In a recent interview with MTV Nicolas Cage volunteered his acting skills as 'any' super villain in the next Batman 3 movie. He didn't know which one he wanted to portray, he just knew he wanted to be in it. This is exactly why he should not be in it.
Why should any storyteller hire an actor that doesn't understand the material or appreciate a character. Remember when Nicolas Cage was almost cast as Superman? Look at how hallow he was in GhostRider! Sure the movie was poorly constructed but Nicolas Cage hasn't been great in a movie since Raising Arizona. Meanwhile the importance of picking a performer for a role is what is paramount in super hero movies. Why? Because in super hero movies you as an audience member are asked (not expected) to suspend disbelief. The believability of the characters especially the antagonist and protagonist are perhaps more important than everything else including special effects and set design.

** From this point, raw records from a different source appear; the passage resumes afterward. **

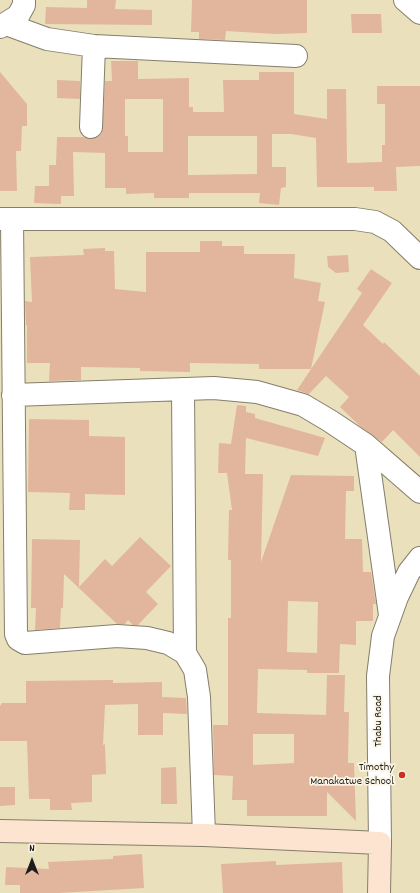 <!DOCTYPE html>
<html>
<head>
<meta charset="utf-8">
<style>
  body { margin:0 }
  #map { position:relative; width:420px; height:893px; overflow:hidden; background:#ebe0bc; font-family:Dekko,sans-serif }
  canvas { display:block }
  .north { position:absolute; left:12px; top:841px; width:40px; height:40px; -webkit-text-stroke:3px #fcf5e5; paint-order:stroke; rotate:0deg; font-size:11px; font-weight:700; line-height:16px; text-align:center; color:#1c1c1c }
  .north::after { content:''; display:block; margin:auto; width:14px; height:18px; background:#1c1c1c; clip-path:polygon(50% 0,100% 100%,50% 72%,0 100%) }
</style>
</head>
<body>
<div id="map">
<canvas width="420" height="893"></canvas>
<div class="north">N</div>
</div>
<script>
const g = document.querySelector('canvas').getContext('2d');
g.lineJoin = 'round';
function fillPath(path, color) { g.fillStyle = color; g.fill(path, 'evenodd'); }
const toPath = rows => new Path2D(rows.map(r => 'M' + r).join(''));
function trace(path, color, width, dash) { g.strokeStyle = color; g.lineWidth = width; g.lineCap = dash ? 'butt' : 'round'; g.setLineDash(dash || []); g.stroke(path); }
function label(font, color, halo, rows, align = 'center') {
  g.font = font + ' Dekko,sans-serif'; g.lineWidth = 3.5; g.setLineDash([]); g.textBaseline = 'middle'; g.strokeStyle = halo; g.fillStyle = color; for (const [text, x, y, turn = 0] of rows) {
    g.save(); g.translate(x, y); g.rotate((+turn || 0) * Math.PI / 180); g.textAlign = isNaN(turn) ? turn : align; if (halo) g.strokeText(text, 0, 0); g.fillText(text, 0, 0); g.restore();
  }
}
fillPath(toPath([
  [87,0,116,0,115,9,152,10,152,25,45,24,46,7,87,8],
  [192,0,307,0,307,33,275,34,226,31,225,40,199,39,199,32,191,32],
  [351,14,381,14,382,33,352,33],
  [111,61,138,61,138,79,189,78,189,107,193,107,193,112,224,112,223,80,259,80,259,72,294,72,294,114,327,119,327,89,346,89,347,163,382,162,382,145,385,145,385,104,377,104,377,86,420,86,420,166,396,167,397,191,374,191,374,187,317,187,316,138,291,134,272,134,272,167,286,167,286,187,281,188,279,205,259,203,260,193,189,193,189,198,154,198,154,193,126,194,126,188,105,188,105,153,73,152,74,196,61,196,61,204,34,203,35,186,49,186,49,165,56,165,57,137,84,137,91,139,97,138,102,133,105,81,112,81],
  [125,99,163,99,163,152,128,152,128,136,125,136],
  [188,136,257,136,257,174,188,175],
  [0,72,27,104,27,126,22,126,21,151,16,151,17,191,0,191],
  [57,80,80,81,80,99,57,98],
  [200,241,222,241,222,246,244,246,244,254,295,254,294,278,321,283,318,301,325,302,311,369,259,369,259,364,190,363,190,372,140,371,140,368,81,367,81,380,49,381,50,363,27,363,27,325,26,325,25,301,32,302,30,257,84,255,83,249,105,248,105,251,114,251,115,289,146,292,146,252,200,252],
  [348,255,349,272,336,273,328,267,327,256],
  [371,269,392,283,363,325,383,344,384,342,420,376,420,457,393,430,382,442,362,428,340,407,349,397,326,376,309,394,297,390,362,293,357,289],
  [237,405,246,406,246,412,255,414,255,418,325,438,318,456,246,438,245,474,263,474,261,562,291,475,354,476,354,491,346,491,345,539,362,539,363,572,371,572,376,604,373,604,373,621,356,621,356,645,340,644,339,673,307,673,307,670,258,669,257,713,326,715,327,675,345,675,344,712,349,712,348,763,354,763,356,821,327,792,327,816,247,816,247,800,232,800,233,776,214,775,213,725,228,725,228,618,231,618,231,560,228,560,229,510,232,510,227,473,218,473,219,443,231,444],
  [288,601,318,602,317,653,287,652],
  [253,734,294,734,294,763,253,765],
  [29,419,89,420,89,436,125,437,125,495,85,494,85,510,69,510,70,493,28,492],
  [140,537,171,566,146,592,158,604,138,625,133,625,128,620,125,624,117,624,64,574,63,608,61,608,60,628,35,630,36,608,31,608,32,539,80,540,79,587,105,559,112,566],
  [113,680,113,683,162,682,162,697,186,698,187,714,163,713,163,735,138,735,138,704,105,705,103,745,105,744,106,774,92,775,92,802,71,803,72,810,50,810,50,799,29,799,27,741,0,741,0,706,2,703,26,703,26,681],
  [176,767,177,804,161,804,161,768],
  [0,787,15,787,15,805,0,806],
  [142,854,144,888,59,893,20,893,20,885,5,885,6,867,49,869,48,862,113,859,113,856],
  [276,861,276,865,342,862,343,893,223,893,221,864]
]), '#e1b69d');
const street = toPath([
  [405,0,420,13],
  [6,24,47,39,94,46,296,56],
  [0,27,18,16,24,5,24,0],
  [91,127,94,46],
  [0,219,355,219,375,222,392,231,420,258],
  [12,219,16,634,18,639,25,643,117,636,147,638,168,643,185,653,195,670,199,697,204,835],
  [183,389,185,653],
  [13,395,214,388,257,392,303,405,330,421,366,445,420,492],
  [366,445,390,615],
  [380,843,378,676,383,636,397,597,409,572,420,558]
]);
const secondary = toPath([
  [0,831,204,835,380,843,379,893]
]);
trace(street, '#847e6c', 24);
trace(secondary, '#847e6c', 24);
trace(street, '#fff', 22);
trace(secondary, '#fde4d0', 22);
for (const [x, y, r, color] of [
  [402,775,4,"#c8321e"]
]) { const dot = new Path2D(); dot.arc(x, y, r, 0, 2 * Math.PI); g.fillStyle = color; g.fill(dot); trace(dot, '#fcf5e5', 1.5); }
label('12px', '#1c1c1c', '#fcf5e5', [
  ["Thabu Road",379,721,-90]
]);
label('12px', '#1c1c1c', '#fcf5e5', [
  ["Timothy",394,768],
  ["Manakatwe School",394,782]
], 'right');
</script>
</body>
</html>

When an actor asks to be in a super hero movie for the sake of being in it the producers give up respect for the story and thus the graphic novel audience gives up respect for the story. Comic book readers are unlike any other book reader. Take for instance that you don't see people discussing who should play Tyler Durden on web sites prior the filming of Fight Club because traditional books are not scrutinized by the public for who is acceptable or even expected in an a role. Why? Because you can't compare comic book stories transitioning into film the same way as traditional books are.
When any comic book becomes a movie, the run up includes fan boys posting and cross posting wide and detailed discussions on who should play who in the subsequent story. The Internet discussion of X-men demanded that Patrick Stewart play Xavier. When the film brought him to the role, there was a wave of relief among every potential X-Men viewer that would come to see the film. This goes on for many characters (heroes and villans alike) that ended up on the big screen.
Sure it's a little bit silly to think that comic books and super hero stories are so highly scrutinized by their fan base, but it is what it is. Hollywood has done well in the past to realize this reality exists. When it fails to accept this principle, you can almost define the box office sales by the pre-Internet discussions going on before the films are released. As an aside, comic book readers don't like to see big name Hollywood stars in MOST super hero movies. They want to see the actor that most looks like their character in the story. They want to see an actor that has the mannerisms and feel for the character in the story. They want to see an actor that is most like the character, they never want to see an actor playing the character. This is why it is so hard for Hollywood to make a good super hero movie. A rare exception is Robert Downey Jr. as Iron Man and even he had to not be more like Robert Downey Jr. and more like Tony Stark.
In the case of Nicolas Cage, when an actor doesn't step up and ask for a specific role because they identify or appreciate a character, they really have no business asking in the first place. Nicolas Cage doesn't belong in Batman 3 or any super hero movie as long as he doesn't have an appreciation for a character in it. If Nicolas Cage were to have said to MTV, "I would like to play a villain in a super hero movie some time" this would not have been offensive, but to people that read comics his current interest is an insult.
Comic book readers watch characters they know and appreciate come to life on the big screen by way of Hollywood studio heads that hold no respect for those characters often enough that I felt it best I defend comic book readers today. After all, I am one of those readers.